Laslo Đere (; ; born 2 June 1995) is a Serbian professional tennis player. On 10 June 2019, Đere reached his career-high singles ranking of world No. 27. On 22 March 2021, he reached his career-high at world No. 346 in the doubles rankings.
He has won two ATP Tour singles titles, one an ATP 500 Series event in Rio in 2019, after which he made the break-through into top 30, and the inaugural Forte Village Sardegna Open in 2020, an ATP 250 event. Đere debuted on the ATP Tour at the 2013 PTT Thailand Open, where he was a wildcard. His first qualification attempt to play in the main draw at any Grand Slam was at the 2015 French Open, but his first successful attempt and main draw debut happened at the 2016 French Open. At 2018 US Open, he recorded his first Grand Slam win, defeating Leonardo Mayer in first round.

Early life and background 
Laslo Đere was born on 2 June 1995 to mother Hajnalka and father Csaba (or Čaba) in Senta, Serbia. Both of his parents passed away from cancer. He is a member of the Hungarian community in Serbia.
Đere began playing tennis at age 5 with his father. He also has one sister named Judit. He is fluent in Serbian, English, and Hungarian. His favorite surface is clay. His idols growing up were Andy Roddick, Lleyton Hewitt and Novak Djokovic. He is a supporter of the Chicago Bulls (NBA) and Seattle Seahawks (NFL).

Junior career
On the junior tour, Đere won five singles titles in 10 finals (one final was canceled), while in doubles he won two titles in as many finals. In December 2012, he reached the finals in back-to-back tournaments at Eddie Herr and Orange Bowl, losing the first one (Grade 1 event) 6–0, 4–6, 5–7 to Cristian Garín despite leading 6–0, 4–1, but winning the latter more prestigious event (Grade A) over Elias Ymer 6–4, 6–4. This came after the recent passing of his mother Hajnalka. In May 2013, he played in the final of another Grade A event, Trofeo Bonfiglio, but lost to Alexander Zverev 6–7(5), 7–5, 5–7. Nevertheless, he reached a career-high combined ranking of No. 3 on 27 May 2013.

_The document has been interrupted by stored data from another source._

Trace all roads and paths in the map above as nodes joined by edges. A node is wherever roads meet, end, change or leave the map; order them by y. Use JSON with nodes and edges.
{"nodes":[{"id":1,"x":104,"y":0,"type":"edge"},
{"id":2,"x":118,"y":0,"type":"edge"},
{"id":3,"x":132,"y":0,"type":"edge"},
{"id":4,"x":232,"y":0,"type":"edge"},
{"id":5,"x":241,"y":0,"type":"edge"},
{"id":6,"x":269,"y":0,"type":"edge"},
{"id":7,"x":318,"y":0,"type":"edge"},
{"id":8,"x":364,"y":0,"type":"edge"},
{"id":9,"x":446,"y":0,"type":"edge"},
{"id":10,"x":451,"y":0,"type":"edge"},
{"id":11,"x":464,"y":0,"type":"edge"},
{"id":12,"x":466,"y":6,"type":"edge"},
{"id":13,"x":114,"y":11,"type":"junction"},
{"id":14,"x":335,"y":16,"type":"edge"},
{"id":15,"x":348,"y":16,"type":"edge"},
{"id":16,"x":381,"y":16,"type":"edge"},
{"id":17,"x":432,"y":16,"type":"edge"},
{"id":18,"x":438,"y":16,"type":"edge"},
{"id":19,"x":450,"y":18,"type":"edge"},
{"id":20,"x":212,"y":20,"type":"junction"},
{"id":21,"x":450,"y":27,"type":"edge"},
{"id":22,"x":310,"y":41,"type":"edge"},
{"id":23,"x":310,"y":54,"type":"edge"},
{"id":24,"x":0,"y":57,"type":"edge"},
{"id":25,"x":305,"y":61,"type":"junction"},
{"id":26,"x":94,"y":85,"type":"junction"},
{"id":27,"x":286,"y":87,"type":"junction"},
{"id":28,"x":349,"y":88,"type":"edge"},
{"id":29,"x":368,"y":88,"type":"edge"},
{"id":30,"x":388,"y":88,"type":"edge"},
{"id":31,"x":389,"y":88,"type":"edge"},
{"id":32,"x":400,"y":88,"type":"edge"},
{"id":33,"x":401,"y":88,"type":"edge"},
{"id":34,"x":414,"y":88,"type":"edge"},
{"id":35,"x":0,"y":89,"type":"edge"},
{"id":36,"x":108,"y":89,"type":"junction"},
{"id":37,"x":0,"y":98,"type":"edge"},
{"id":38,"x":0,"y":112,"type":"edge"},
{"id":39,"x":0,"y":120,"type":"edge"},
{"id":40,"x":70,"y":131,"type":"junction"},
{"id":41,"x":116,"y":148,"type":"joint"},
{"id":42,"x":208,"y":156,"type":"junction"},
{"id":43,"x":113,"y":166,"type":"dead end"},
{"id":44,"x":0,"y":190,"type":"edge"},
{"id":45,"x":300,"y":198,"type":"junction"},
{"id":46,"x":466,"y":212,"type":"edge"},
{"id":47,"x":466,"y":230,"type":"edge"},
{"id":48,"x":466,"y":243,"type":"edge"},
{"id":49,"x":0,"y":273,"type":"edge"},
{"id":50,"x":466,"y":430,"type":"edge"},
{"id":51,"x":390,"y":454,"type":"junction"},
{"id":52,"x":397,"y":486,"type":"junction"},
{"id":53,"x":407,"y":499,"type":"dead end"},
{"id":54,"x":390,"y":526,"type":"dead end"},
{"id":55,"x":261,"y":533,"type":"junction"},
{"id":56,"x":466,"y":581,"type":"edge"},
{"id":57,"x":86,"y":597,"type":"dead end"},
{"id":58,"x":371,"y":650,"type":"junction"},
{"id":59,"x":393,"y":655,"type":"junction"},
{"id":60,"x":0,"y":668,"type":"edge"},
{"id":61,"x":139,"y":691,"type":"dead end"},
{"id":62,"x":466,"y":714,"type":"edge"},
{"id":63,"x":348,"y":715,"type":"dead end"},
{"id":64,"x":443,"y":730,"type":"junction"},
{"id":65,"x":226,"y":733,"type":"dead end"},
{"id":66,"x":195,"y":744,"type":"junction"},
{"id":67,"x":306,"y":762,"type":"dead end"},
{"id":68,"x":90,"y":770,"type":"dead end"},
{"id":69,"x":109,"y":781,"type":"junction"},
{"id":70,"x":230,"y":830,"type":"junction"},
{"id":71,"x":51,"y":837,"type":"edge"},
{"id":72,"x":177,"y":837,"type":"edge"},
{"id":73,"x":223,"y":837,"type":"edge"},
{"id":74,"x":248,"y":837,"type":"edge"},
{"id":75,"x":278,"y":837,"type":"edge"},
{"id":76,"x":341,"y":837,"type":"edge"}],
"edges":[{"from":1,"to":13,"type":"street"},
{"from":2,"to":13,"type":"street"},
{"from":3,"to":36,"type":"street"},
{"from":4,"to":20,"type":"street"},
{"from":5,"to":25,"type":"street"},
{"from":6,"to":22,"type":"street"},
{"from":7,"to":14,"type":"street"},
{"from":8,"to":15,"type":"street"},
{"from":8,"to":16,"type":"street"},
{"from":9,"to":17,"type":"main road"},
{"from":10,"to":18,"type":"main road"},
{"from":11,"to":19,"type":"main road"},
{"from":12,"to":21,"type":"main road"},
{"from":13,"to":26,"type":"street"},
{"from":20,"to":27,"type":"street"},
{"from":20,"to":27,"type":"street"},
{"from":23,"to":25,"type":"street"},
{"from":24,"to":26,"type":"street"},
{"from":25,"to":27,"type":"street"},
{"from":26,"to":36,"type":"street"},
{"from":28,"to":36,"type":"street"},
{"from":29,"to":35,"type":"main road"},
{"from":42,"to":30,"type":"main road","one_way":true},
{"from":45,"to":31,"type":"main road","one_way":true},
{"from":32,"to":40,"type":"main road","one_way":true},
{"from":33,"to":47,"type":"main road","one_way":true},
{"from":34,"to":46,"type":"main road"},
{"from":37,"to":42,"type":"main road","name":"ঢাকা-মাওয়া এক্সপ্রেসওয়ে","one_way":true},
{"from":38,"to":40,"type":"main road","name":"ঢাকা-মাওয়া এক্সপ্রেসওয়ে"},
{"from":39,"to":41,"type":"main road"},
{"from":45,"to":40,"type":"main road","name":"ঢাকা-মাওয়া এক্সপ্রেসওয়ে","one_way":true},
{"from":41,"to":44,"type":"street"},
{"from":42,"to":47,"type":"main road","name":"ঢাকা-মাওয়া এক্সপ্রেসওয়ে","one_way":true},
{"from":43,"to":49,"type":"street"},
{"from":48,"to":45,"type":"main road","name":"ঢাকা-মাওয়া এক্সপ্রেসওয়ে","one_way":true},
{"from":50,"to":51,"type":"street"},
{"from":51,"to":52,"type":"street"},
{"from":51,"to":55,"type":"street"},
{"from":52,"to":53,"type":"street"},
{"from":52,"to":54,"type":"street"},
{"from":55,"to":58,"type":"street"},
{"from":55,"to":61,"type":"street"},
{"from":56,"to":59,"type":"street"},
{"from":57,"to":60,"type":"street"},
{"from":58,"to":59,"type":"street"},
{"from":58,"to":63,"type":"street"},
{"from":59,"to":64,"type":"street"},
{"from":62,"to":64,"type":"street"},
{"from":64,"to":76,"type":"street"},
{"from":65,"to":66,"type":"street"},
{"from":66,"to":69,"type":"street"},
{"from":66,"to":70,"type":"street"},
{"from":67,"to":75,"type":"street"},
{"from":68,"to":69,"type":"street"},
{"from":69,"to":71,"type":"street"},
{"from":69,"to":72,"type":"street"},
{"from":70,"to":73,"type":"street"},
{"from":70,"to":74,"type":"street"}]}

Junior Grand Slam results – Singles:

 Australian Open: 1R (2013)
 French Open: 3R (2013)
 Wimbledon: QF (2013)
 US Open: –

Junior Grand Slam results – Doubles:

 Australian Open: 2R (2013)
 French Open: 2R (2012, 2013)
 Wimbledon: 2R (2013)
 US Open: –

Professional tour

2013–2016: ATP debut, French Open debut, top 200

Đere started 2013 season, playing mainly at Futures. In July 2013, he won Serbia F6 Futures in Kikinda, winning over Teodor-Dacian Crăciun in the final. Month later, he won another Futures at Serbia F7 in Zlatibor. In September 2013, he made his ATP main draw debut at the 2013 PTT Thailand Open where he received entry to the main draw as a wildcard entrant. In the first round he lost to sixth seed Feliciano López. By the end of year, he was runner–up at two Futures in Cyprus.

In 2014, Laslo played only at Futures, as well as two unsuccessful attempt at Challengers. At Prosperita Open in Ostrava, he lost in third round of qualification, losing from Marek Michalička. In May, he won Croatia F8 Futures in Bol, defeating Mike Urbanija in final. Week later, he won another Futures in Bosnia&Herzegovina (F2) in Prijedor. At Vicenza International, he lost in third round of qualification, losing from Zhang Ze. In September, he won Serbia F13 Futures in Niš. His last tournament of 2014 season was in December, at Senegal F2 Futures in Dakar, where he had success, and won title, winning against Aldin Šetkić in final.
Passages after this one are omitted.